Monday, September 19, 2011

From Ugly Ducklings To Swans

Today (I lied, it was yesterday) I set about getting my "new" cast iron pans ready for duty. First order of business? Decide how I was going to tackle their rust issues. After some investigating I felt the easiest (and cheapest) method would be to soak them  in a tub of vinegar. I have plenty of white vinegar on hand, as that is what I use for fabric softener. I poured a gallon of vinegar into a plastic Rubbermaid shoe box, inserted the first of the pans and added just enough water to cover. I didn't want to dilute the vinegar too much. I let the pan soak for a couple of hours.
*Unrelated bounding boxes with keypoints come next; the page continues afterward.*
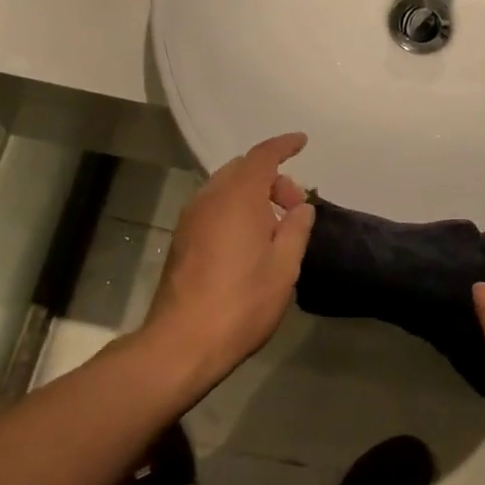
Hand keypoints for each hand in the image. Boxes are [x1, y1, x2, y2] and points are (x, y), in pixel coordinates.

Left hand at [145, 134, 314, 384]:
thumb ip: (296, 229)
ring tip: (274, 226)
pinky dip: (235, 207)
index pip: (263, 156)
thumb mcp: (284, 267)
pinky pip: (214, 205)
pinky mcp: (182, 238)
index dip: (284, 145)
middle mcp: (210, 197)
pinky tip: (249, 240)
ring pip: (226, 187)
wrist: (182, 342)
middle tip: (294, 206)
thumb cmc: (241, 302)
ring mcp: (191, 217)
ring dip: (252, 194)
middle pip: (243, 169)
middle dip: (272, 177)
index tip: (302, 142)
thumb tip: (301, 207)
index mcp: (238, 196)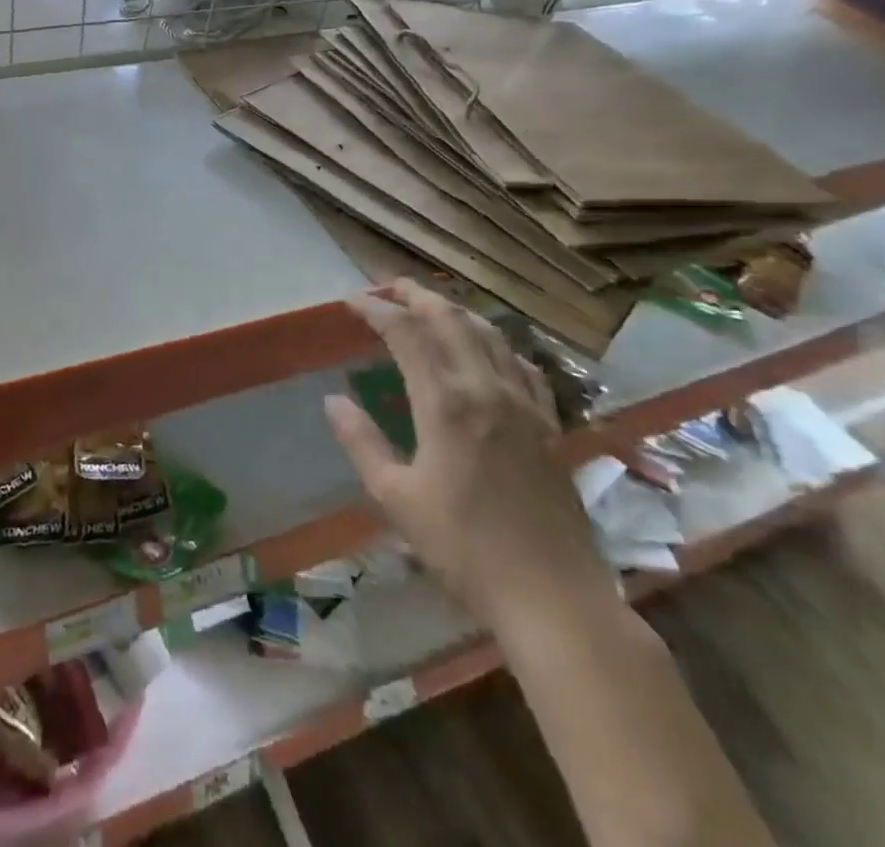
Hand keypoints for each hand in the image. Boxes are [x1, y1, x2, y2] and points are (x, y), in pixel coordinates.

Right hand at [325, 281, 607, 623]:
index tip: (350, 301)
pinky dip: (495, 343)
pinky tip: (487, 350)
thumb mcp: (396, 498)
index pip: (405, 332)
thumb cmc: (464, 550)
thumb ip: (361, 442)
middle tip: (385, 286)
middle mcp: (486, 387)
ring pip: (488, 333)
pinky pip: (522, 364)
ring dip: (453, 310)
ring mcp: (524, 403)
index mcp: (446, 402)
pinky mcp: (549, 424)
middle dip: (414, 294)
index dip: (375, 309)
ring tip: (428, 306)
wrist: (553, 597)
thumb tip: (332, 400)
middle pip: (449, 318)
Then I removed the pan from the vinegar and put it into some fresh water to which I added a tablespoon of baking soda to neutralize the acid. I used a wire brush, followed by steel wool, to remove every bit of the rust. Then I coated the pans in lard and baked them for 2 hours at 350 degrees. I let them cool and then repeated that seasoning process twice more per pan. Here are before and after pictures of the pans.

Small Pan Before Restoration

Small Pan After Stripping

Small Pan After Seasoning

Medium Pan Before Restoration

Medium Pan After Stripping

Medium Pan After Seasoning

Large Pan Before Stripping
(The bottom of this pan looked good)

Large Pan After Stripping

Large Pan After Seasoning

I am very happy with the method I chose for removing the rust. It did a great job, quickly and easily, and without removing all the original seasoning. I'm not a collector and do not care one bit if my pans look perfect. They worked hard for that seasoning and I see absolutely no reason to strip them all the way down to bare metal. The vinegar removed only the rust. With a few uses the coloring will even out. I used both the small and medium pans, today. LOVE THEM! Even more than I thought I would. After my 3 coats of seasoning the pans are perfectly non-stick. Here's the small pan frying up our morning eggs.
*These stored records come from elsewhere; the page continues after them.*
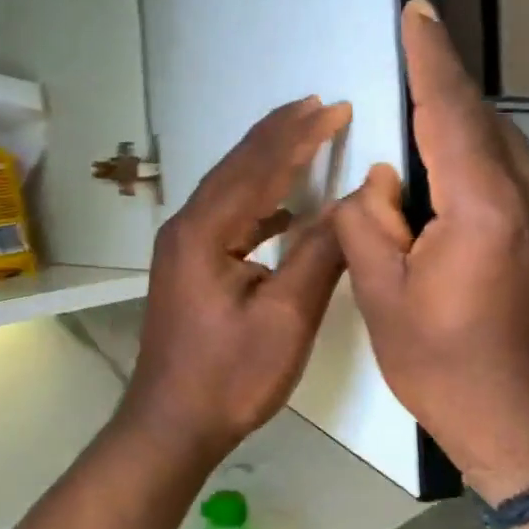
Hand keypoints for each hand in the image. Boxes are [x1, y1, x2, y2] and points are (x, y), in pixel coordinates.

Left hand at [120, 97, 351, 460]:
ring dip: (266, 162)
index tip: (334, 107)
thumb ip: (320, 254)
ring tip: (303, 137)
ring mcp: (183, 248)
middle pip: (237, 167)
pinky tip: (283, 206)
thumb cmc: (230, 376)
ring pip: (229, 189)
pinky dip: (257, 200)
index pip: (257, 167)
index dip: (298, 135)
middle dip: (279, 135)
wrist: (172, 423)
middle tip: (318, 105)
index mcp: (204, 232)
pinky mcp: (189, 267)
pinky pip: (227, 217)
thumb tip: (355, 201)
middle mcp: (186, 228)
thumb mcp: (286, 317)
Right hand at [331, 1, 528, 502]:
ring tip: (413, 144)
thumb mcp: (383, 296)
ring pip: (500, 148)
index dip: (429, 57)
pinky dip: (475, 166)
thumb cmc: (446, 368)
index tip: (416, 11)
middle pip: (481, 122)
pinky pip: (513, 177)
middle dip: (438, 94)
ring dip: (456, 134)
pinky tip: (445, 191)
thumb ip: (369, 221)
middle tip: (398, 74)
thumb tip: (383, 181)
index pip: (452, 110)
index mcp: (485, 208)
And the medium pan making a grilled cheese sandwich.

I will never go back to those lame, worthless Teflon fry pans. These cast iron pans work great on my glass topped range (which I loathe). The pans are flat so they heat up quickly and evenly...unlike my Teflon pans with their weird concave bottoms. Clean up is a snap. NO SOAP! Run them under hot water and scrub with a nylon Quickie brush. Then set them back onto the warm burner to dry and coat them with a little bit of corn oil. That's it. Easie peasie. Treated properly they should never rust again.

2 comments:

NewlyAwakened said...

I am sooo happy you got your pans! Also happy you went with the vinegar method and not the oven cleaner. I was going to say something... but figured you research stuff and would decide against it :) I did the same thing with mine (vinegar and elbow grease) and didn't want to strip it down to the metal and just left the older black seasoning as is. I read a lot about not cooking eggs or that it ruins the pans. I always fry my eggs on my cast and it does well. I think it may be from people who don't have it seasoned well enough. Anyway, congrats on the great deals.

crazihippichic said...

Yes, the research is half the fun. Who needs classes when we have Google.
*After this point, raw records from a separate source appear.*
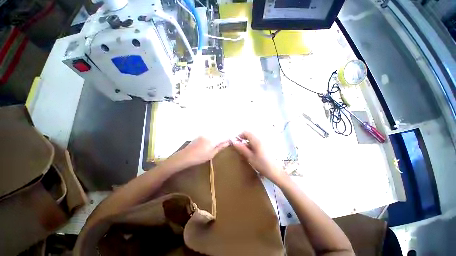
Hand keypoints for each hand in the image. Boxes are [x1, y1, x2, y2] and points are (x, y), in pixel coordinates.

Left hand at [170, 137, 229, 168]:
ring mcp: (204, 134)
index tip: (232, 139)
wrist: (185, 156)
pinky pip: (209, 134)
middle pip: (219, 133)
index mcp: (213, 139)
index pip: (223, 136)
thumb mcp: (211, 154)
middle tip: (227, 140)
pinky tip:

I agree that those who warn against frying eggs in the pans just haven't seasoned them well enough. That's why I did it 3 times, to make sure I had a nice non-stick layer. My smallest skillet is in the best shape, having retained most of it's original seasoning. I fried in it twice today and the coloring is already looking very even.

I've threatened to dismember anyone who leaves them in water.